The amount of fluid needed every day varies from person to person and is affected by climatic conditions and how much physical activity you undertake. Being well hydrated helps concentration levels, sports performance and general wellbeing.

Experts recommend that you should drink at least two litres of fluid each day, preferably water or other low calorie drinks. If you are training, it’s important to increase your fluid intake to ensure peak performance at all times.

The average TBW% ranges for a healthy person for Male 50 to 65%

Female 45 to 60%





  • Protein

Protein plays a vital role in the body, building and maintaining muscles,organs and other tissues.


  • Bone Mass

It is Bone tissue(Bone Mineral(Ca,P and so in) and Bone Matrix(ossein,protein,inorganic and so on)per unit volume.)

The predicted weight of bone mineral in your body. While your bone mass is unlikely to undergo noticeable changes in the short term, it’s important to maintain healthy bones by having a balanced diet rich in calcium and by doing plenty of weight-bearing exercise. You should track your bone mass over time and look for any long term changes.




  • Physique

Assesses muscle and body fat levels and rates the result as one of nine body types.

As your activity level changes, the balance of body fat and muscle mass will gradually change, which in affects your overall physique. The physique rating which our Body Composition Monitors provide gives you insight in what body type you currently have.


Physique Rating 1: Hidden Obese

Hidden Obese means that the body has a high percentage of fat and a low level of muscle mass. Even though you might look like average from the outside, your fat levels are too high. This could lead to obesity, which could lead to serious health problems. By eating healthier and increasing your physical activity you should be able to lower your fat levels.


Physique Rating 2: Obese

Obese means that you have a high fat percentage and a standard level of muscle mass. People with an obese physique rating need to be careful. Obesity can lead to serious health problems. Consult a professional to help you when you think you might be obese.


Physique Rating 3: Solidly-built

This means that you have a high body fat percentage and a high muscle mass level. Even tough you might look big on the outside, you actually have a lot of muscle mass underneath.


Physique Rating 4: Under exercised

Under exercised means that you have an average amount of body fat and a low muscle mass level. You should start gaining muscle mass by working out regularly.
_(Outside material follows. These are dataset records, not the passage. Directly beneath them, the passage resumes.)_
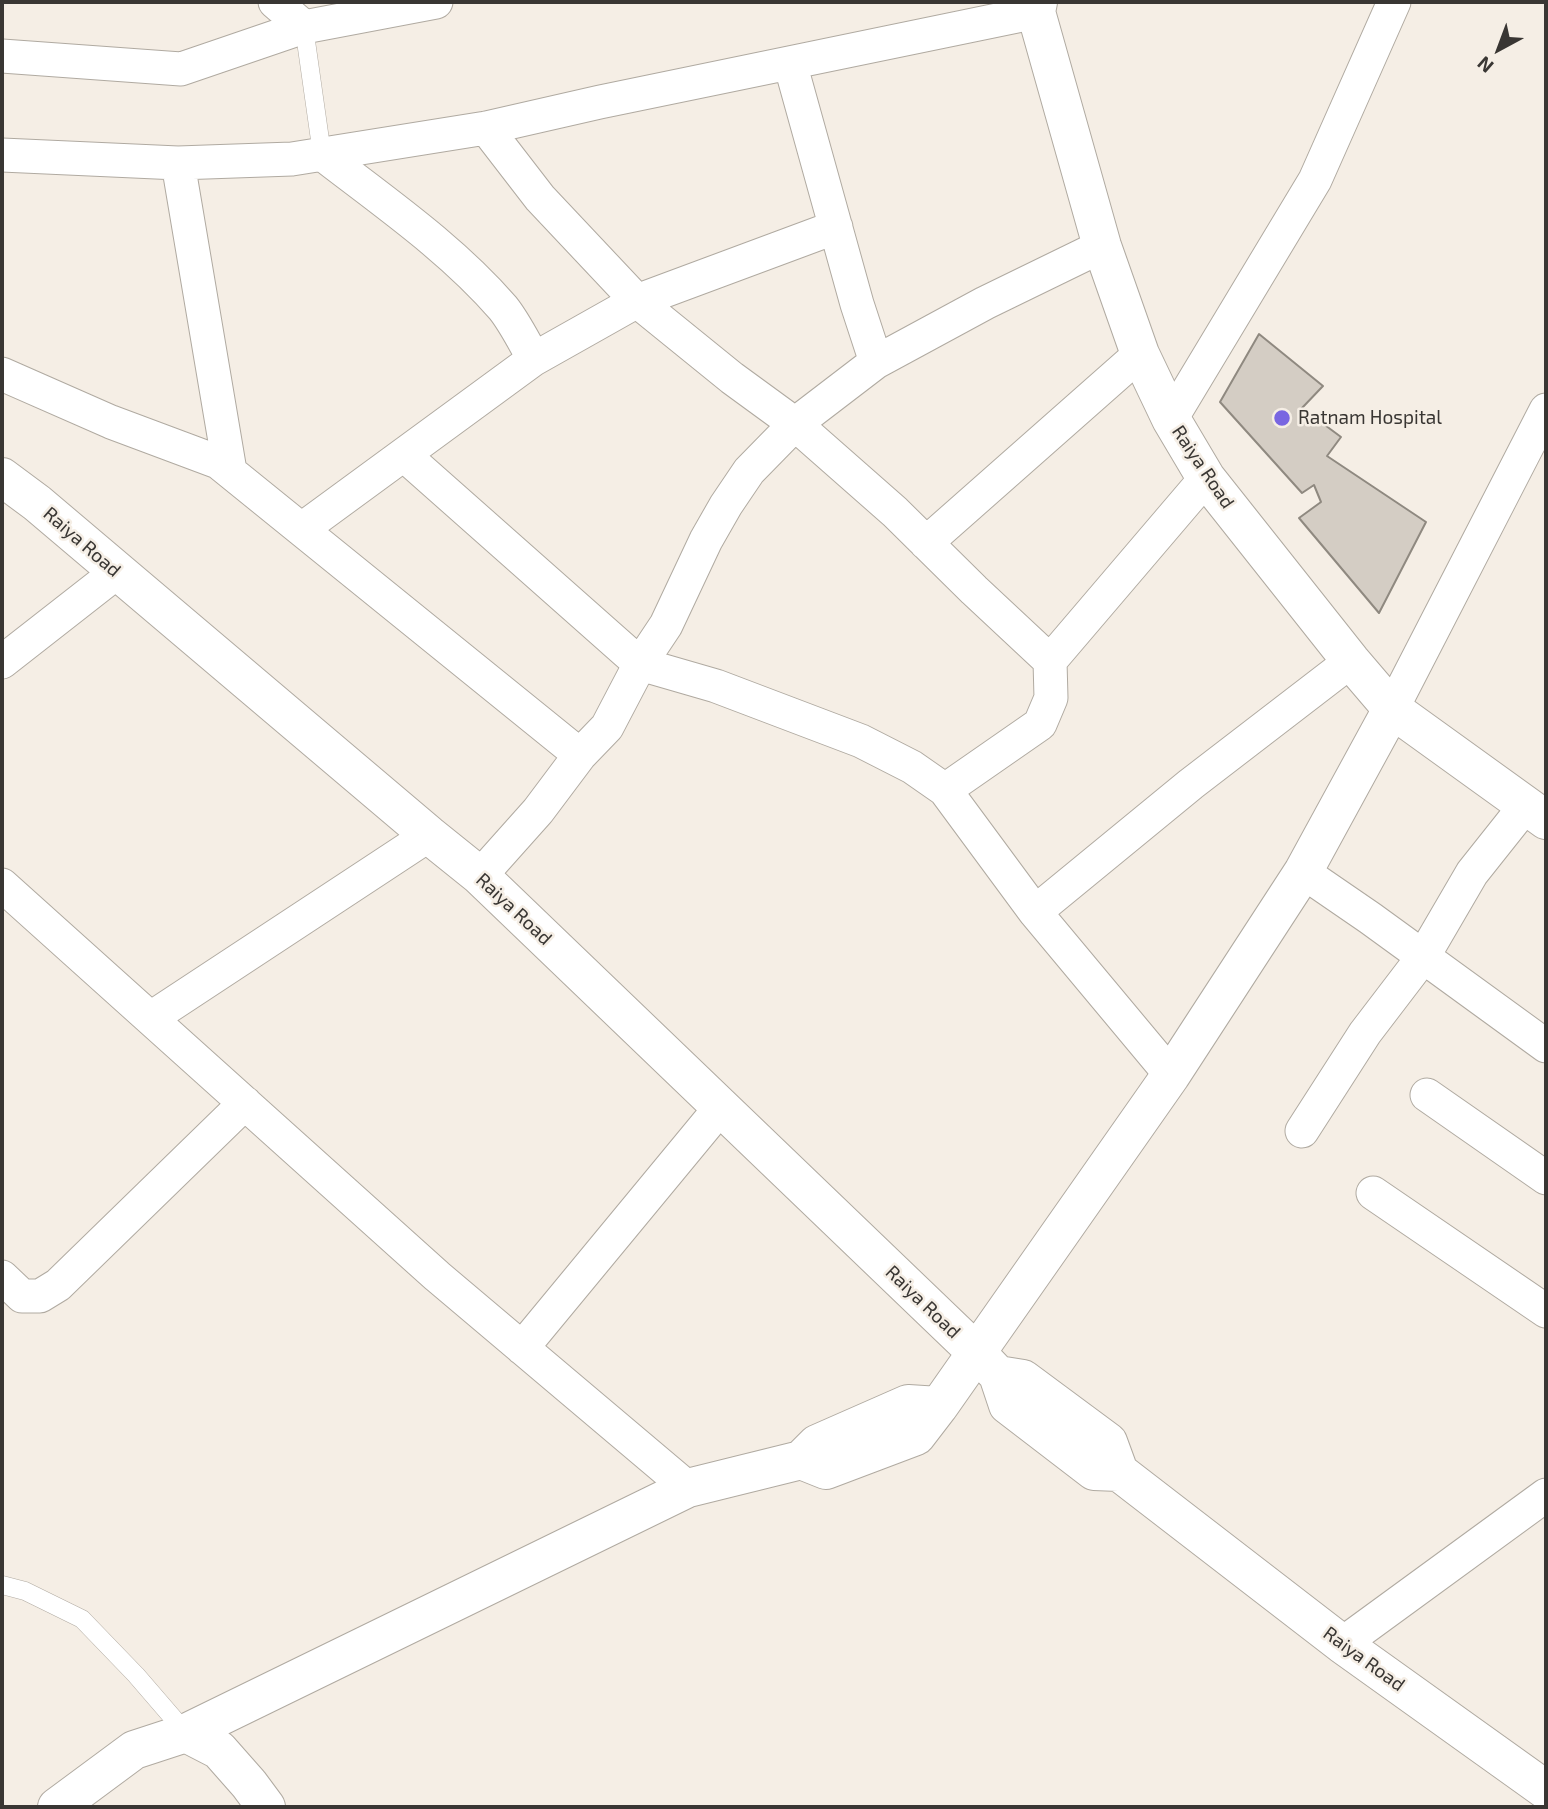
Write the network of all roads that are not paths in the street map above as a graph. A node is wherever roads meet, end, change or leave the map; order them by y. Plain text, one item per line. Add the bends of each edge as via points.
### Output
1 (275, 2) edge
2 (436, 2) edge
3 (1394, 2) edge
4 (1037, 7) edge
5 (304, 27) junction
6 (2, 55) edge
7 (790, 63) junction
8 (486, 128) junction
9 (322, 154) junction
10 (2, 155) edge
11 (178, 163) junction
12 (836, 227) junction
13 (1102, 246) junction
14 (637, 301) junction
15 (1140, 354) junction
16 (534, 359) junction
17 (876, 362) junction
18 (2, 374) edge
19 (1546, 410) edge
20 (1171, 419) junction
21 (795, 424) junction
22 (404, 454) junction
23 (230, 471) junction
24 (2, 477) edge
25 (1206, 478) junction
26 (302, 530) junction
27 (926, 543) junction
28 (117, 572) junction
29 (1050, 661) junction
30 (2, 662) edge
31 (1351, 662) junction
32 (640, 664) junction
33 (1392, 709) junction
34 (580, 755) junction
35 (945, 790) junction
36 (1536, 812) edge
37 (429, 835) junction
38 (1303, 872) junction
39 (480, 876) junction
40 (2, 885) edge
41 (1035, 912) junction
42 (1423, 957) junction
43 (151, 1018) junction
44 (1546, 1046) edge
45 (1171, 1075) junction
46 (1427, 1095) dead end
47 (245, 1103) junction
48 (721, 1107) junction
49 (1302, 1131) dead end
50 (1546, 1178) edge
51 (1373, 1193) dead end
52 (2, 1277) edge
53 (1546, 1311) edge
54 (522, 1348) junction
55 (987, 1364) junction
56 (688, 1488) junction
57 (1546, 1495) edge
58 (2, 1584) edge
59 (1342, 1644) junction
60 (186, 1733) junction
61 (1546, 1790) edge
62 (57, 1807) edge
63 (266, 1807) edge

1 - 5 street
2 - 5 street
3 - 20 street via 1315,180
4 - 7 street
4 - 13 street, Raiya Road
5 - 6 street via 181,69
5 - 9 lane
7 - 8 street
7 - 12 street
8 - 9 street
8 - 14 street via 540,198
9 - 11 street
9 - 16 street via 434,241 477,281 505,310
10 - 11 street
11 - 23 street
12 - 14 street
12 - 17 street
13 - 15 street, Raiya Road
13 - 17 street
14 - 16 street
14 - 21 street
15 - 20 street, Raiya Road
15 - 27 street
16 - 22 street
17 - 21 street
18 - 23 street via 218,462
19 - 33 street
20 - 25 street, Raiya Road
21 - 27 street
21 - 32 street via 749,471 726,505 666,625
22 - 26 street
22 - 32 street
23 - 26 street
24 - 28 street, Raiya Road
25 - 29 street
25 - 31 street, Raiya Road
26 - 34 street
27 - 29 street
28 - 30 street
28 - 37 street, Raiya Road
29 - 35 street via 1051,698 1040,724
31 - 33 street, Raiya Road
31 - 41 street via 1191,784
32 - 34 street via 607,727
32 - 35 street via 716,686 862,741
33 - 36 street, Raiya Road
33 - 38 street
34 - 39 street
35 - 41 street
36 - 42 street via 1472,873
37 - 39 street, Raiya Road
37 - 43 street
38 - 42 street
38 - 45 street
39 - 48 street, Raiya Road
40 - 43 street
41 - 45 street
42 - 44 street
42 - 49 street via 1365,1034
43 - 47 street
45 - 55 street
46 - 50 street
47 - 52 street via 58,1285 40,1296 22,1296
47 - 54 street
48 - 54 street
48 - 55 street, Raiya Road
51 - 53 street
54 - 56 street
55 - 56 street via 939,1406 908,1405 817,1444 801,1461
55 - 59 street, Raiya Road via 1008,1405 1094,1471 1119,1472
56 - 60 street
57 - 59 street
58 - 60 lane via 82,1619
59 - 61 street, Raiya Road
60 - 62 street via 134,1750
60 - 63 street via 219,1750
Physique Rating 5: Standard

A standard body type means that you have average levels of both body fat and muscle mass. People with a standard body type can progress a lot when they start working out.


Physique Rating 6: Standard Muscular

This means that you have an average amount of fat percentage and have a high muscle mass level. This is a healthy Physique rating, which you can be proud of. This is a rating which some athletes have.


Physique Rating 7: Thin

This means that you have a low amount of body fat and a low muscle mass level. Being too thin could lead to serious health issues, however being a little thin are okay.
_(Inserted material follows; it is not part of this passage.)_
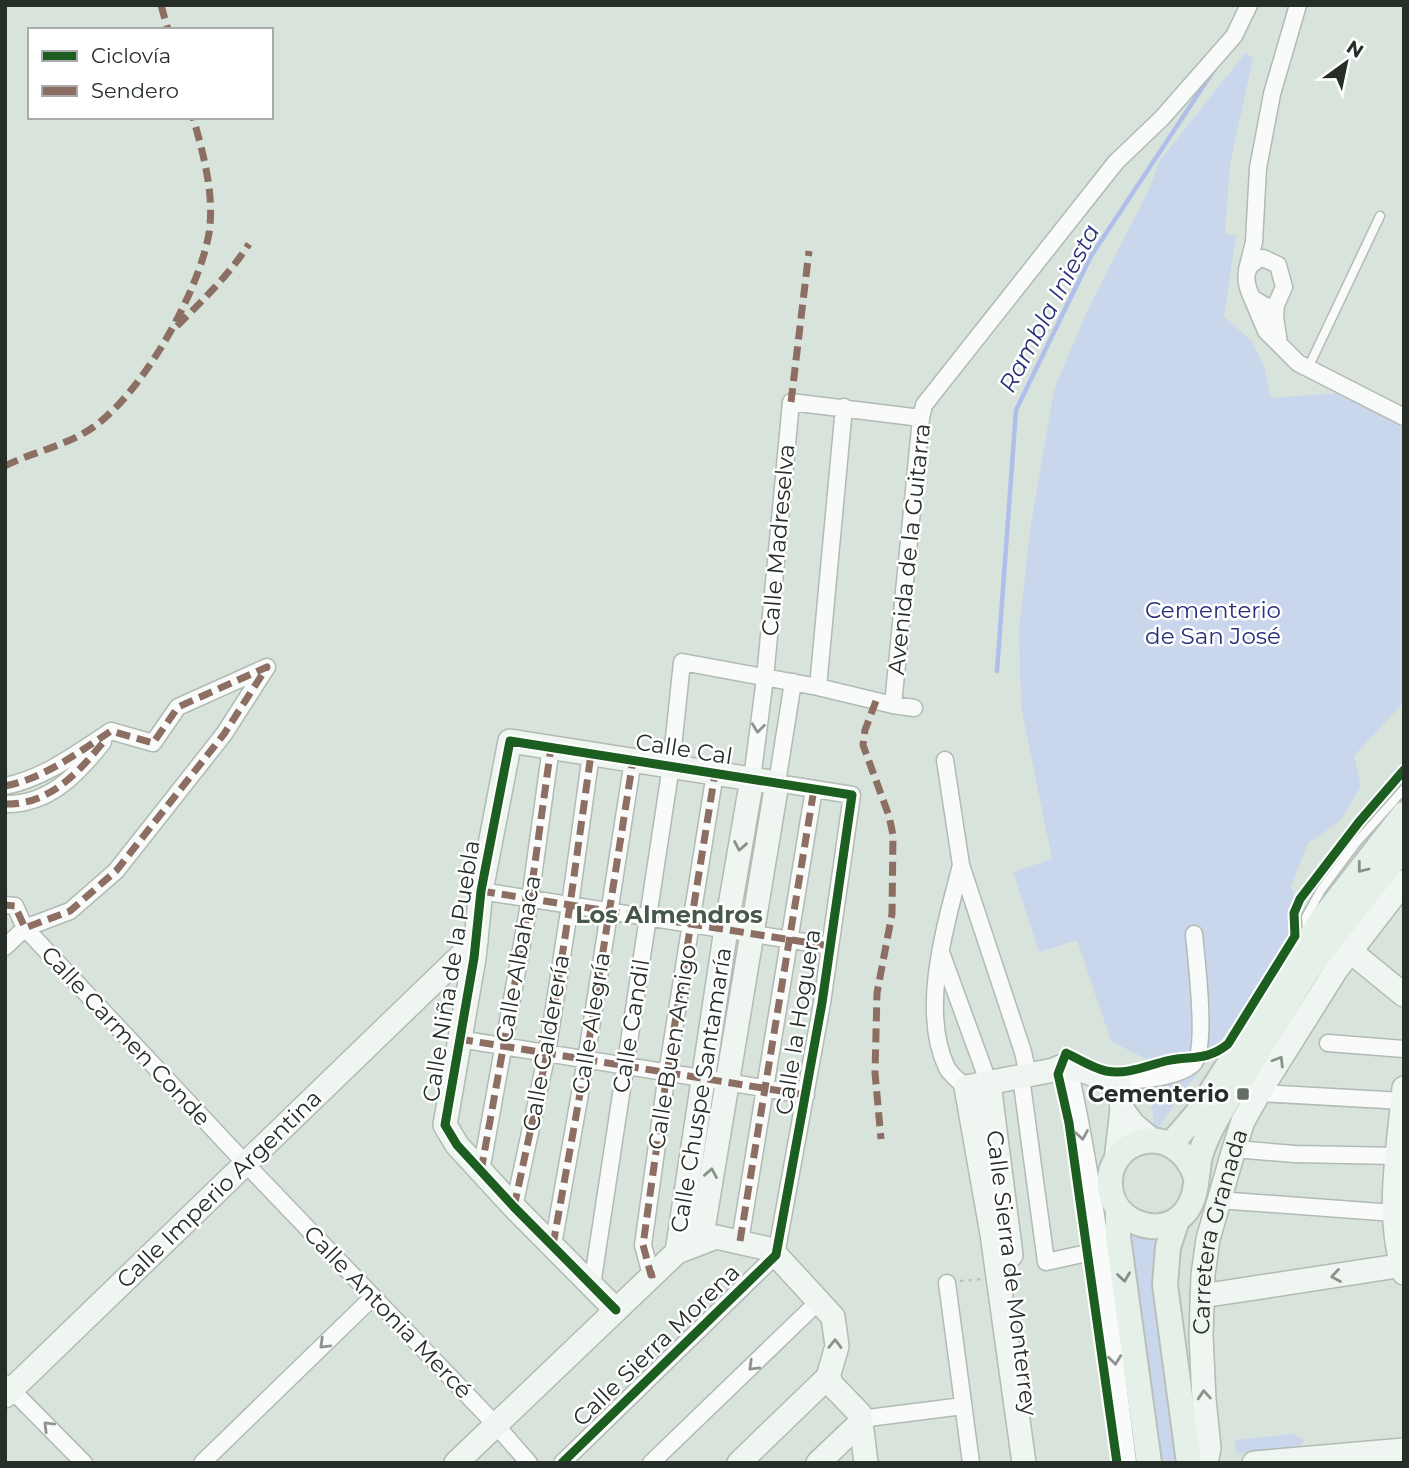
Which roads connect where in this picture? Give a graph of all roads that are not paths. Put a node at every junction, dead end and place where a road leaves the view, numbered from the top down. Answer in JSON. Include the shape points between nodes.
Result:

Physique Rating 8: Thin and Muscular

This means that you have a low amount of body fat and a standard level off muscle mass. A bikini body! Watch out people can be very jealous!


Physique Rating 9: Very Muscular

Very muscular people have a low amount of body fat and a high level off muscle mass


  • Fat Free weight

Fat-free mass, also known as lean body mass refers to all of your body components except fat. It includes your body's water, bone, organs and muscle content. However, when it comes to weight management and body composition, fat-free mass refers primarily to muscle mass.


  • Metabolic Age

Compares your BMR to an average for your age group. This is calculated by comparing your basal metabolic rate (BMR) to the BMR average of your chronological age group. If your metabolic age is higher than your actual age, it’s an indication that you need to improve your metabolic rate. Increased exercise will build healthy muscle tissue, which in turn will improve your metabolic age. Stay on track by monitoring regularly.


  •  Health score 


 health score is calculated by assessment of all body parameters . The higher health score is an indication of good physical health.